La crainte du pouvoir à la rentrée universitaire
L’an passé, selon l’« Association pour la Liberté de Pensée et d’Expression », dans les affrontements entre étudiants et policiers, 17 étudiants avaient trouvé la mort (ainsi que 8 policiers), 500 étudiants avaient été blessés, 370 avaient été expulsés de l’université pendant que des centaines d’autres avaient été condamnés pour manifestations violentes, appartenance à l’organisation terroriste des Frères musulmans ou actes de sabotage… Ainsi la Cour criminelle du Caire a condamné il y a peu 63 étudiants à 15 ans de prison et 5 autres à 10 ans
Cette année, pour tenter d’éviter que la contestation ne recommence, le pouvoir et les autorités universitaires avaient décidé d’interdire les partis, associations ainsi que toute activité politique au sein de l’université. Elles ont également autorisé l’intervention des forces de police et de forces de sécurité privées au sein des campus.
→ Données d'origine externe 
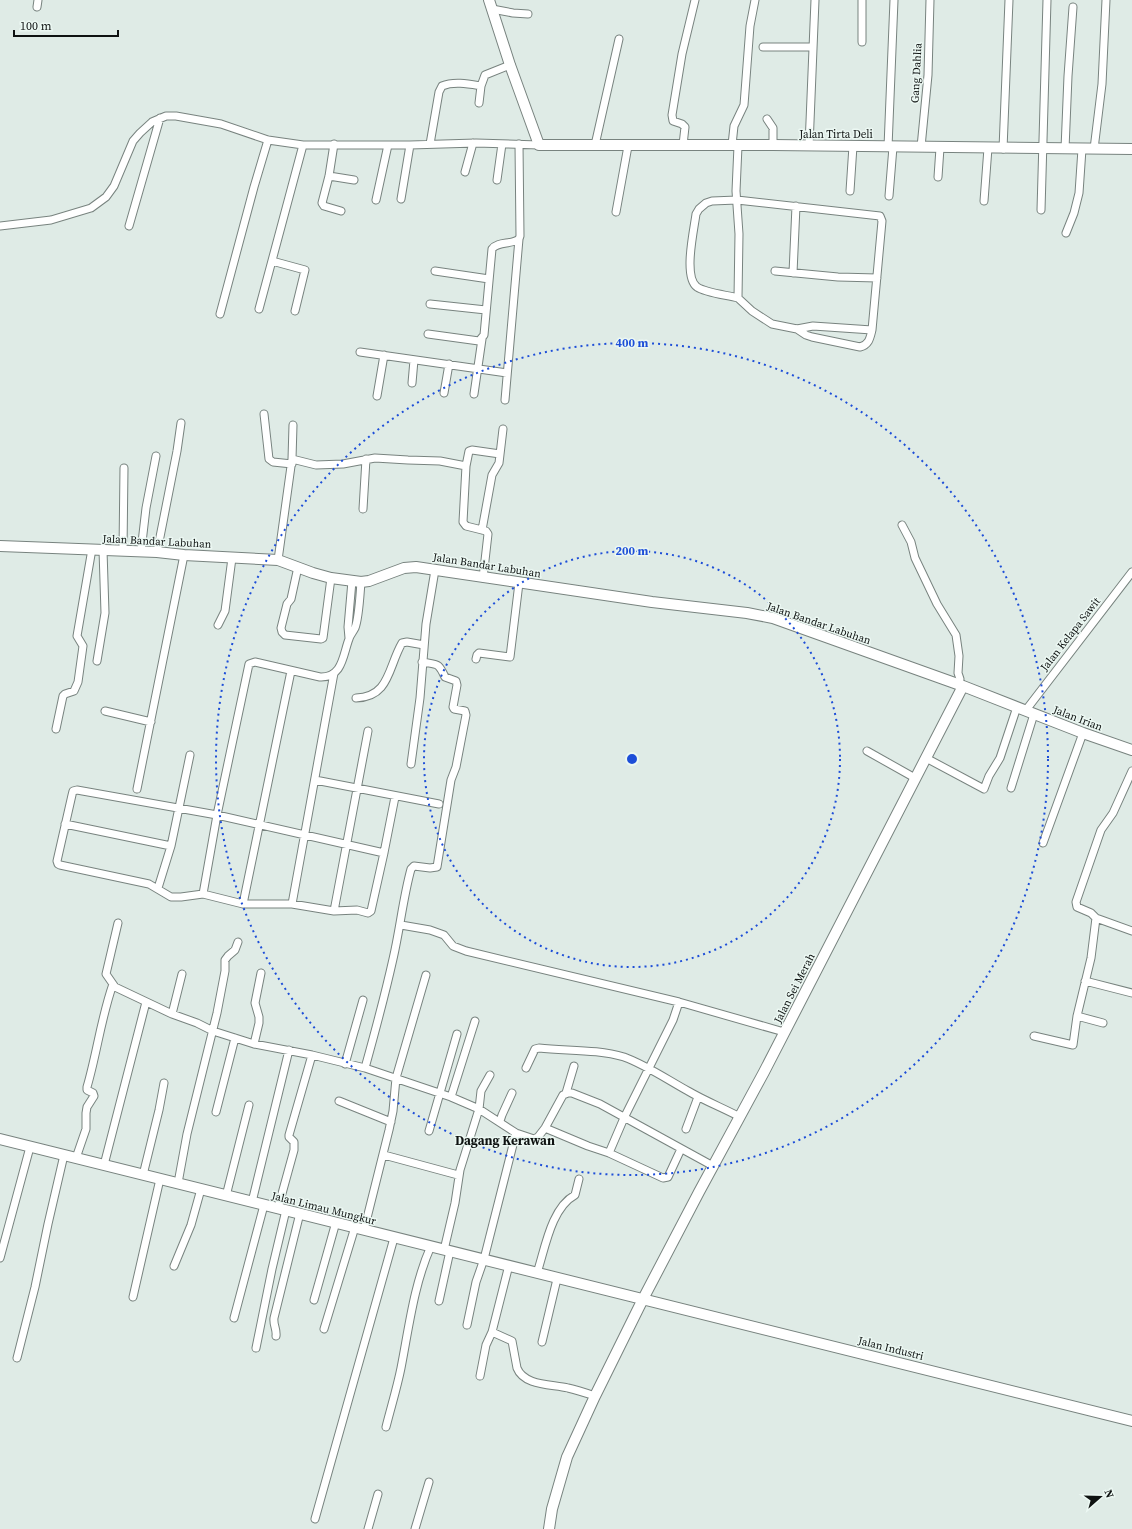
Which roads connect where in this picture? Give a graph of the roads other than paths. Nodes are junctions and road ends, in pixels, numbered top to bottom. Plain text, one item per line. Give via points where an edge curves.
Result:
1 (695, 0) edge
2 (755, 0) edge
3 (815, 0) edge
4 (862, 0) edge
5 (894, 0) edge
6 (930, 0) edge
7 (1009, 0) edge
8 (1047, 0) edge
9 (1106, 0) edge
10 (491, 4) edge
11 (1073, 7) dead end
12 (528, 14) dead end
13 (619, 39) dead end
14 (862, 42) dead end
15 (763, 47) dead end
16 (813, 47) junction
17 (510, 65) junction
18 (481, 86) junction
19 (480, 103) dead end
20 (160, 118) junction
21 (767, 119) dead end
22 (268, 140) junction
23 (474, 143) junction
24 (334, 144) junction
25 (430, 144) junction
26 (502, 144) junction
27 (519, 144) junction
28 (303, 145) junction
29 (388, 145) junction
30 (410, 145) junction
31 (539, 145) junction
32 (595, 145) junction
33 (683, 145) junction
34 (773, 145) junction
35 (628, 146) junction
36 (735, 146) junction
37 (809, 146) junction
38 (853, 146) junction
39 (890, 147) junction
40 (922, 147) junction
41 (940, 148) junction
42 (988, 148) junction
43 (1003, 149) junction
44 (1042, 149) junction
45 (1065, 149) junction
46 (1082, 149) junction
47 (1094, 149) junction
48 (1132, 150) edge
49 (465, 172) dead end
50 (329, 176) junction
51 (938, 177) dead end
52 (354, 180) dead end
53 (497, 180) dead end
54 (850, 191) dead end
55 (889, 196) dead end
56 (401, 198) dead end
57 (376, 200) dead end
58 (737, 200) junction
59 (984, 201) dead end
60 (796, 206) junction
61 (1041, 210) dead end
62 (341, 211) dead end
63 (616, 212) dead end
64 (0, 226) edge
65 (128, 226) dead end
66 (1066, 233) dead end
67 (519, 239) junction
68 (272, 261) junction
69 (435, 271) dead end
70 (775, 271) dead end
71 (793, 274) junction
72 (877, 278) junction
73 (489, 279) junction
74 (738, 298) junction
75 (430, 304) dead end
76 (259, 308) dead end
77 (486, 310) junction
78 (295, 311) dead end
79 (220, 314) dead end
80 (797, 329) junction
81 (872, 330) junction
82 (428, 334) dead end
83 (482, 339) junction
84 (360, 352) dead end
85 (384, 355) junction
86 (414, 360) junction
87 (449, 364) junction
88 (478, 368) junction
89 (507, 372) junction
90 (412, 383) dead end
91 (444, 392) dead end
92 (474, 394) dead end
93 (377, 396) dead end
94 (505, 400) dead end
95 (264, 414) dead end
96 (180, 423) dead end
97 (293, 425) dead end
98 (503, 429) dead end
99 (500, 454) junction
100 (156, 456) dead end
101 (366, 459) junction
102 (292, 462) junction
103 (466, 466) junction
104 (124, 468) dead end
105 (363, 509) dead end
106 (902, 525) dead end
107 (482, 530) junction
108 (0, 546) edge
109 (92, 549) junction
110 (104, 550) junction
111 (123, 550) junction
112 (141, 551) junction
113 (157, 552) junction
114 (184, 555) junction
115 (232, 558) junction
116 (278, 560) junction
117 (298, 567) junction
118 (435, 570) junction
119 (1132, 572) edge
120 (331, 578) junction
121 (483, 578) junction
122 (357, 581) junction
123 (519, 583) junction
124 (218, 625) dead end
125 (424, 645) junction
126 (476, 659) dead end
127 (97, 661) dead end
128 (422, 662) junction
129 (291, 671) junction
130 (334, 673) junction
131 (961, 686) junction
132 (356, 698) dead end
133 (1026, 710) junction
134 (105, 711) dead end
135 (151, 722) junction
136 (56, 729) dead end
137 (368, 731) dead end
138 (1083, 733) junction
139 (1132, 750) edge
140 (867, 751) dead end
141 (190, 755) dead end
142 (926, 758) junction
143 (411, 764) dead end
144 (1132, 771) edge
145 (916, 778) junction
146 (315, 780) junction
147 (356, 788) junction
148 (1011, 788) dead end
149 (137, 789) dead end
150 (395, 797) junction
151 (439, 804) dead end
152 (179, 808) junction
153 (217, 815) junction
154 (65, 824) junction
155 (260, 824) junction
156 (304, 836) junction
157 (1043, 843) dead end
158 (346, 845) junction
159 (171, 846) junction
160 (384, 853) junction
161 (158, 888) junction
162 (203, 894) junction
163 (243, 904) junction
164 (292, 904) junction
165 (334, 910) junction
166 (1096, 918) junction
167 (118, 924) dead end
168 (400, 925) junction
169 (1132, 931) edge
170 (238, 942) dead end
171 (261, 973) dead end
172 (182, 974) dead end
173 (426, 975) dead end
174 (1085, 981) junction
175 (112, 984) junction
176 (1132, 993) edge
177 (362, 1000) dead end
178 (146, 1002) junction
179 (679, 1002) junction
180 (172, 1014) junction
181 (1077, 1016) junction
182 (475, 1021) dead end
183 (1103, 1023) dead end
184 (213, 1031) junction
185 (784, 1032) junction
186 (457, 1034) dead end
187 (1034, 1036) dead end
188 (236, 1038) junction
189 (254, 1044) junction
190 (289, 1050) junction
191 (312, 1055) junction
192 (345, 1064) junction
193 (574, 1066) dead end
194 (365, 1068) junction
195 (526, 1068) dead end
196 (650, 1069) junction
197 (490, 1076) dead end
198 (396, 1078) junction
199 (164, 1083) dead end
200 (566, 1093) junction
201 (440, 1094) junction
202 (512, 1094) dead end
203 (451, 1097) junction
204 (698, 1097) junction
205 (338, 1101) dead end
206 (249, 1105) dead end
207 (480, 1109) junction
208 (216, 1112) dead end
209 (740, 1117) junction
210 (624, 1118) junction
211 (391, 1122) junction
212 (500, 1122) junction
213 (545, 1128) junction
214 (686, 1129) dead end
215 (429, 1131) dead end
216 (516, 1133) junction
217 (0, 1139) edge
218 (30, 1147) junction
219 (681, 1149) junction
220 (610, 1153) junction
221 (384, 1155) junction
222 (64, 1156) junction
223 (76, 1158) junction
224 (104, 1165) junction
225 (713, 1166) junction
226 (143, 1175) junction
227 (458, 1176) junction
228 (160, 1179) junction
229 (579, 1179) dead end
230 (178, 1183) junction
231 (201, 1189) junction
232 (226, 1196) junction
233 (252, 1202) junction
234 (264, 1205) junction
235 (282, 1209) junction
236 (300, 1214) junction
237 (336, 1222) junction
238 (359, 1229) junction
239 (394, 1238) junction
240 (430, 1246) junction
241 (447, 1250) junction
242 (0, 1258) edge
243 (484, 1259) junction
244 (174, 1266) dead end
245 (509, 1266) junction
246 (537, 1273) junction
247 (557, 1279) junction
248 (133, 1297) dead end
249 (643, 1299) junction
250 (314, 1300) dead end
251 (439, 1301) dead end
252 (234, 1318) dead end
253 (468, 1325) dead end
254 (324, 1329) dead end
255 (492, 1332) junction
256 (276, 1336) dead end
257 (542, 1342) dead end
258 (256, 1348) dead end
259 (17, 1358) dead end
260 (480, 1376) dead end
261 (595, 1396) junction
262 (1132, 1421) edge
263 (386, 1427) dead end
264 (429, 1482) dead end
265 (378, 1494) dead end
266 (315, 1519) dead end
267 (368, 1529) edge
268 (415, 1529) edge
269 (549, 1529) edge

1 - 33 street via 682,54 672,115 674,121 685,127
2 - 36 street via 750,26 744,105 734,126
3 - 16 street
4 - 14 street
5 - 39 street
6 - 40 street, Gang Dahlia via 928,75
7 - 43 street
8 - 44 street
9 - 47 street via 1102,84
10 - 12 street via 513,13
10 - 17 street
11 - 45 street
13 - 32 street
15 - 16 street
16 - 37 street
17 - 18 street via 485,75
17 - 31 street
18 - 19 street
18 - 25 street via 462,83 442,86
20 - 22 street via 176,116 221,124
20 - 64 street via 146,126 133,141 114,186 106,197 92,208 51,220
20 - 65 street
21 - 34 street via 773,128
22 - 28 street
22 - 79 street
23 - 25 street
23 - 26 street
23 - 49 street
24 - 28 street
24 - 29 street
24 - 50 street
25 - 30 street
26 - 27 street
26 - 53 street
27 - 31 street
27 - 67 street
28 - 68 street
29 - 30 street
29 - 57 street
30 - 56 street
31 - 32 street, Jalan Tirta Deli
32 - 35 street, Jalan Tirta Deli
33 - 35 street, Jalan Tirta Deli
33 - 36 street, Jalan Tirta Deli
34 - 36 street, Jalan Tirta Deli
34 - 37 street, Jalan Tirta Deli
35 - 63 street
36 - 58 street
37 - 38 street, Jalan Tirta Deli
38 - 39 street, Jalan Tirta Deli
38 - 54 street
39 - 40 street, Jalan Tirta Deli
39 - 55 street
40 - 41 street, Jalan Tirta Deli
41 - 42 street, Jalan Tirta Deli
41 - 51 street
42 - 43 street, Jalan Tirta Deli
42 - 59 street
43 - 44 street, Jalan Tirta Deli
44 - 45 street, Jalan Tirta Deli
44 - 61 street
45 - 46 street, Jalan Tirta Deli
46 - 47 street, Jalan Tirta Deli
46 - 66 street via 1079,193
47 - 48 street, Jalan Tirta Deli
50 - 52 street
50 - 62 street via 322,203
58 - 60 street
58 - 74 street via 740,234
58 - 74 street via 712,201 699,208 696,214 690,272 696,286 706,291
60 - 71 street
60 - 72 street via 880,216 882,221
67 - 73 street via 514,243 494,246
67 - 89 street
68 - 76 street
68 - 78 street via 305,270
69 - 73 street
70 - 71 street
71 - 72 street
72 - 81 street
73 - 77 street
74 - 80 street via 772,324
75 - 77 street
77 - 83 street
80 - 81 street via 813,326
80 - 81 street via 812,337 860,347 867,344
82 - 83 street via 479,341
83 - 88 street
84 - 85 street
85 - 86 street
85 - 93 street
86 - 87 street
86 - 90 street
87 - 88 street
87 - 91 street
88 - 89 street
88 - 92 street
89 - 94 street
95 - 102 street via 269,459 273,462
96 - 113 street via 176,458
97 - 102 street
98 - 99 street
99 - 103 street via 472,450
99 - 107 street via 499,463 492,475
100 - 112 street
101 - 102 street via 343,464 316,465
101 - 103 street via 440,461
101 - 105 street
102 - 116 street
103 - 107 street via 463,522 466,526
104 - 111 street
106 - 131 street via 937,604 956,635
107 - 121 street via 486,531 488,537
108 - 109 street, Jalan Bandar Labuhan
109 - 110 street, Jalan Bandar Labuhan
109 - 136 street via 77,636 83,646 78,682 74,691 63,696
110 - 111 street, Jalan Bandar Labuhan
110 - 127 street via 105,613
111 - 112 street, Jalan Bandar Labuhan
112 - 113 street, Jalan Bandar Labuhan
113 - 114 street, Jalan Bandar Labuhan
114 - 115 street, Jalan Bandar Labuhan
114 - 135 street
115 - 116 street, Jalan Bandar Labuhan
115 - 124 street via 225,611
116 - 117 street, Jalan Bandar Labuhan
117 - 120 street, Jalan Bandar Labuhan
117 - 120 street via 281,628 285,634 323,638
118 - 121 street, Jalan Bandar Labuhan
118 - 122 street, Jalan Bandar Labuhan via 409,566 370,581
118 - 125 street
119 - 133 street, Jalan Kelapa Sawit
120 - 122 street, Jalan Bandar Labuhan
121 - 123 street, Jalan Bandar Labuhan
122 - 130 street via 344,660
123 - 126 street via 510,657 479,653
123 - 131 street, Jalan Bandar Labuhan via 773,618
125 - 128 street
125 - 132 street via 402,643 381,689 368,697
128 - 143 street
128 - 168 street via 438,665 445,677 457,682 453,707 465,711 466,715 437,867 412,868
129 - 130 street via 320,677
129 - 153 street via 255,662 249,664
129 - 155 street
130 - 146 street
131 - 133 street, Jalan Bandar Labuhan
131 - 142 street, Jalan Sei Merah
133 - 138 street, Jalan Irian
133 - 142 street via 984,789
133 - 148 street
134 - 135 street
135 - 149 street
137 - 147 street
138 - 139 street, Jalan Irian
138 - 157 street
140 - 145 street
141 - 152 street
142 - 145 street, Jalan Sei Merah
144 - 166 street via 1113,813 1101,830 1076,902 1076,907
145 - 185 street, Jalan Sei Merah
146 - 147 street
146 - 156 street
147 - 150 street
147 - 158 street
150 - 151 street
150 - 160 street
152 - 153 street
152 - 154 street via 77,790 72,792
152 - 159 street
153 - 155 street
153 - 162 street
154 - 159 street
154 - 161 street via 58,864
155 - 156 street
155 - 163 street
156 - 158 street
156 - 164 street
158 - 160 street
158 - 165 street
159 - 161 street
160 - 165 street via 371,911 368,913 357,910
161 - 162 street via 171,897
162 - 163 street
163 - 164 street
164 - 165 street
166 - 169 street
166 - 174 street
167 - 175 street via 106,974
168 - 179 street via 444,935 453,946 466,951
168 - 194 street
170 - 184 street via 235,950 225,960
171 - 189 street via 254,1003 260,1017
172 - 180 street
173 - 198 street
174 - 176 street
174 - 181 street
175 - 178 street
175 - 223 street via 86,1087 94,1096 87,1107 86,1129
177 - 192 street
178 - 180 street
178 - 224 street
179 - 185 street
179 - 196 street
180 - 184 street
181 - 183 street
181 - 187 street via 1073,1045
182 - 203 street
184 - 188 street
184 - 230 street via 187,1134
185 - 209 street, Jalan Sei Merah
186 - 201 street
188 - 189 street
188 - 208 street
189 - 190 street
190 - 191 street
190 - 233 street
191 - 192 street
191 - 235 street via 289,1134 294,1142 294,1150
192 - 194 street
193 - 200 street
194 - 198 street
195 - 196 street via 535,1049 539,1048 615,1055
196 - 204 street
196 - 210 street
197 - 207 street via 482,1091
198 - 201 street
198 - 211 street
199 - 226 street
200 - 210 street via 600,1104
200 - 213 street
201 - 203 street
201 - 215 street
202 - 212 street
203 - 207 street
204 - 209 street
204 - 214 street
205 - 211 street
206 - 232 street
207 - 212 street
207 - 227 street
209 - 225 street, Jalan Sei Merah
210 - 219 street
210 - 220 street
211 - 221 street
212 - 216 street
213 - 216 street via 534,1139
213 - 220 street
216 - 243 street
217 - 218 street, Jalan Limau Mungkur
218 - 222 street, Jalan Limau Mungkur
218 - 242 street
219 - 220 street via 666,1178
219 - 225 street
221 - 227 street
221 - 238 street
222 - 223 street, Jalan Limau Mungkur
222 - 259 street
223 - 224 street, Jalan Limau Mungkur
224 - 226 street, Jalan Limau Mungkur
225 - 249 street, Jalan Sei Merah
226 - 228 street, Jalan Limau Mungkur
227 - 241 street
228 - 230 street, Jalan Limau Mungkur
228 - 248 street
229 - 246 street via 575,1195 568,1198 555,1218
230 - 231 street, Jalan Limau Mungkur
231 - 232 street, Jalan Limau Mungkur
231 - 244 street via 192,1226
232 - 233 street, Jalan Limau Mungkur
233 - 234 street, Jalan Limau Mungkur
234 - 235 street, Jalan Limau Mungkur
234 - 252 street
235 - 236 street, Jalan Limau Mungkur
235 - 258 street
236 - 237 street, Jalan Limau Mungkur
236 - 256 street via 274,1318
237 - 238 street, Jalan Limau Mungkur
237 - 250 street
238 - 239 street, Jalan Limau Mungkur
238 - 254 street
239 - 240 street, Jalan Limau Mungkur
239 - 266 street
240 - 241 street, Jalan Limau Mungkur
240 - 263 street via 425,1258
241 - 243 street, Jalan Limau Mungkur
241 - 251 street
243 - 245 street, Jalan Limau Mungkur
243 - 253 street via 476,1282
245 - 246 street, Jalan Limau Mungkur
245 - 255 street
246 - 247 street, Jalan Limau Mungkur
247 - 249 street, Jalan Limau Mungkur
247 - 257 street
249 - 261 street, Jalan Sei Merah
249 - 262 street, Jalan Industri
255 - 260 street via 486,1345
255 - 261 street via 512,1341 518,1372 523,1377 538,1384 551,1384
261 - 269 street, Jalan Sei Merah via 567,1457
264 - 268 street
265 - 267 street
Dans une quinzaine d’universités elles ont mis en place des caméras de surveillances, des portiques électroniques aux entrées et ont chargé la société privée Falcon Security de la surveillance interne.
A l’université de l’islam sunnite Al-Azhar, qui regroupe 36’000 étudiants, dont 17’000 qui résident dans la cité universitaire du Caire, il était demandé à chaque étudiant pour pouvoir y résider de signer un texte où il s’engageait « à n’exercer aucune activité politique dans la résidence universitaire et à ne former aucune union estudiantine sans avertir l’administration (…) à ne prendre part à aucune manifestation dans les locaux… ».
La veille de la rentrée, dans la nuit du 10 au 11 octobre, la police arrêtait préventivement chez eux, dans leurs lits, entre 50 et 70 étudiants de toutes obédiences politiques, de l’extrême gauche aux Frères musulmans, les accusant de vouloir préparer des manifestations les jours suivants.
Le jour de la rentrée, devant des forces de sécurité massives accompagnées de chiens, la carte d’identité et les fouilles étaient obligatoires. Tout ce qui était bombe aérosol, déodorant, parfum était prohibé, leurs gaz étant considérés comme des armes. Les badges à teneur politique sont confisqués mais aussi ceux où figurent des portraits des victimes de la répression. Et le passage dans les portiques détecteurs de métaux était obligé.
Les mesures de sécurité se retournent contre leurs initiateurs
Toutes ces mesures ont fait qu’à l’entrée des universités se sont formées des queues interminables.
Les protestations ont vite germé dans ces queues contre Falcon Security [1] les forces de police puis pour la libération des étudiants qui avaient été mis en prison lors des protestations précédentes. C’étaient des protestations pacifiques. Mais la violence de la police les a vite transformées en manifestations massives contre la violence policière, sa présence à l’université, contre les nouvelles mesures de sécurité et contre les remises en cause des libertés acquises ces trois dernières années.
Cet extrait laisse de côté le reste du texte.